District Judge Siva Shanmugam revoked Chan Chun Hong's $100,000 bail at the request of his lawyer Rajan Nair, who said his client did not wish to be released.
The 31-year-old, who will be sentenced on March 23, turned to face his parents and gestured that he was going into custody before being led away from the dock by policemen.
Chan, also known as Chris, had faced 145 charges.
He admitted to seven of distributing obscene materials, one of making travel plans for an undercover cop to have commercial sex in Cambodia, three of distributing information to promote conduct of commercial sex with a minor, and one of having obscene films at his Yishun Ring Road home.
The Nanyang Technological University civil engineering graduate was a Singapore Armed Forces captain when he transmitted more than 100 obscene photographs and videos of young girls to others between December 2011 and November 2012.

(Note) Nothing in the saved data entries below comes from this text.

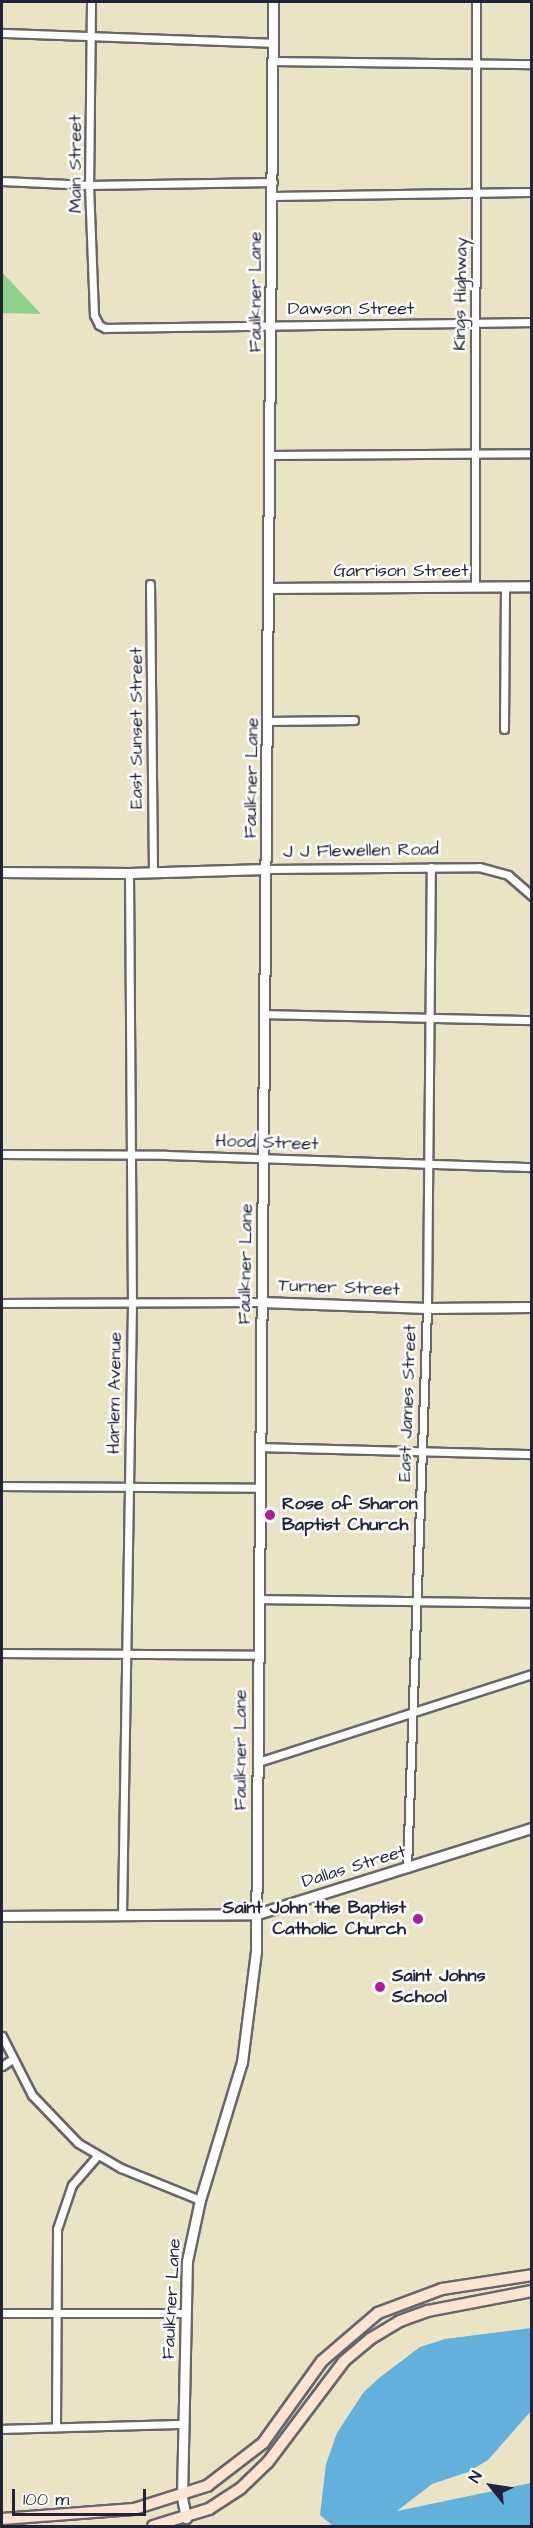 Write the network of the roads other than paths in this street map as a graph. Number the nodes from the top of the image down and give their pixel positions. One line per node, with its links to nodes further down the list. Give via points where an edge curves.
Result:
1 (92, 2): 5 (street, Main Street)
2 (273, 2): 6 (street, Faulkner Lane)
3 (476, 2): 9 (street, Kings Highway)
4 (2, 33): 5 (street)
5 (92, 39): 6 (street); 12 (street, Main Street)
6 (274, 43): 7 (street, Faulkner Lane)
7 (274, 61): 9 (street); 11 (street, Faulkner Lane)
8 (531, 64): 9 (street)
9 (476, 65): 13 (street, Kings Highway)
10 (2, 181): 12 (street)
11 (273, 182): 12 (street); 15 (street, Faulkner Lane)
12 (89, 185): 18 (street, Main Street, via 94,315)
13 (477, 192): 14 (street); 15 (street); 17 (street, Kings Highway)
14 (531, 192)
15 (273, 196): 19 (street, Faulkner Lane)
16 (531, 322): 17 (street, Dawson Street)
17 (476, 324): 19 (street, Dawson Street); 20 (street, Kings Highway)
18 (99, 325): 19 (street, Dawson Street)
19 (272, 325): 22 (street, Faulkner Lane)
20 (477, 453): 21 (street); 22 (street); 26 (street, Kings Highway)
21 (531, 453)
22 (272, 455): 27 (street, Faulkner Lane)
23 (150, 584): 34 (street, East Sunset Street)
24 (531, 585): 25 (street, Garrison Street)
25 (505, 586): 26 (street, Garrison Street); 30 (street)
26 (475, 587): 27 (street, Garrison Street)
27 (270, 588): 29 (street, Faulkner Lane)
28 (354, 720): 29 (street)
29 (270, 721): 32 (street, Faulkner Lane)
30 (504, 729)
31 (431, 867): 32 (street, J J Flewellen Road); 36 (street, J J Flewellen Road, via 489,870 508,875); 38 (street, East James Street)
32 (266, 868): 34 (street, J J Flewellen Road); 37 (street, Faulkner Lane)
33 (2, 872): 35 (street, J J Flewellen Road)
34 (153, 872): 35 (street, J J Flewellen Road)
35 (129, 873): 41 (street, Harlem Avenue)
36 (531, 896)
37 (264, 1014): 38 (street); 42 (street, Faulkner Lane)
38 (427, 1020): 39 (street); 43 (street, East James Street)
39 (531, 1020)
40 (2, 1154): 41 (street, Hood Street)
41 (131, 1154): 42 (street, Hood Street); 47 (street, Harlem Avenue)
42 (264, 1157): 43 (street, Hood Street); 45 (street, Faulkner Lane)
43 (426, 1165): 44 (street, Hood Street); 49 (street, East James Street)
44 (531, 1167)
45 (261, 1302): 47 (street, Turner Street); 49 (street, Turner Street); 50 (street, Faulkner Lane)
46 (2, 1303): 47 (street, Turner Street)
47 (132, 1304): 54 (street, Harlem Avenue)
48 (531, 1307): 49 (street, Turner Street)
49 (427, 1308): 51 (street, East James Street)
50 (260, 1448): 51 (street); 55 (street, Faulkner Lane)
51 (420, 1451): 52 (street); 57 (street, East James Street)
52 (531, 1454)
53 (2, 1486): 54 (street)
54 (128, 1486): 55 (street); 60 (street, Harlem Avenue)
55 (260, 1488): 56 (street, Faulkner Lane)
56 (259, 1599): 57 (street); 61 (street, Faulkner Lane)
57 (416, 1600): 58 (street); 63 (street, East James Street)
58 (531, 1603)
59 (2, 1653): 60 (street)
60 (127, 1654): 61 (street); 67 (street, Harlem Avenue)
61 (258, 1655): 64 (street, Faulkner Lane)
62 (531, 1674): 63 (street)
63 (413, 1713): 64 (street); 66 (street, East James Street)
64 (258, 1762): 68 (street, Faulkner Lane)
65 (531, 1828): 66 (street, Dallas Street)
66 (407, 1868): 68 (street, Dallas Street)
67 (122, 1914): 68 (street, Dallas Street); 69 (street, Dallas Street)
68 (257, 1914): 74 (street, Faulkner Lane, via 254,1986 242,2062)
69 (2, 1916)
70 (2, 2036): 71 (street)
71 (11, 2060): 72 (street); 73 (street, via 46,2114)
72 (2, 2066)
73 (97, 2156): 74 (street); 78 (street, via 78,2175 61,2211 55,2247)
74 (200, 2200): 79 (street, Faulkner Lane, via 187,2261)
75 (531, 2275): 83 (main road, via 442,2289 378,2313 322,2361 263,2443 234,2468)
76 (531, 2291): 85 (main road, via 428,2311 400,2321 370,2339 344,2361 268,2462 241,2488)
77 (2, 2313): 78 (street)
78 (55, 2313): 79 (street); 81 (street)
79 (185, 2313): 80 (street, Faulkner Lane)
80 (184, 2424): 81 (street); 83 (street, Faulkner Lane)
81 (56, 2427): 82 (street)
82 (2, 2429)
83 (182, 2497): 84 (main road, via 134,2509); 85 (street, Faulkner Lane)
84 (2, 2518)
85 (186, 2518): 86 (main road)
86 (153, 2526)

When he was arrested last March, he was a financial consultant who topped his cohort in sales. He left around June after he was charged in court.
Acting on information received in 2013 from the Federal Bureau of Investigation on a male Singaporean distributing child pornography electronically, police managed to establish Chan's identity.
Investigations showed that Chan, who was subsequently diagnosed as a paedophile, had distributed the obscene materials to trade for new child pornography after he became addicted to it.
In mitigation, Mr Nair said Chan had suffered a depressive episode after his late Taiwanese fiancee died in 2010 following a two-year cancer battle.
Almost a year after he had stopped accessing his Internet account, he foolishly acceded to requests from an "Internet friend" for information and help in arranging a commercial sex trip, the lawyer said.
The friend turned out to be an undercover cop.
"It is Mr Chan's case that he never had sex with a minor whether locally or overseas," said Mr Nair.
If the decoy cop "Teo Dennis" had not instigated him, Chan would not have arranged the trip for Teo Dennis and himself or anyone else to go overseas for commercial sex with minors, the lawyer said.
He added that it was very likely Chan would have cancelled the intended April trip to Cambodia as he was busy with his work.
"The only silver lining in this whole episode is that Mr Chan has been forced to confront his problem and is now finally able to courageously take steps to ensure that he does not suffer a relapse."
The lawyer argued that the prosecution's submissions that Chan was targeting minors were based on "suppositions, suggestions and suspicions".
"The court cannot rely on such matters for sentencing," he said.
Mr Nair also said it was not correct for the prosecutor to say Chan "is not a newbie to the realm of commercial sex with minors overseas" as there were no facts to prove this.
Deputy Public Prosecutor Yang Ziliang said Chan claims he had never had sex with a minor and that he did not have any experience with the Cambodian prostitution scene, yet he has consistently informed other parties otherwise.
"The accused claims in mitigation that he 'truly regrets the commission of the offences', but from his constant efforts to diminish his responsibility, it appears that what he truly regrets is having been caught."
The maximum penalty for organising a trip for commercial sex with a minor overseas is 10 years' jail and a fine.
The punishment is the same for distributing data intended to promote such conduct.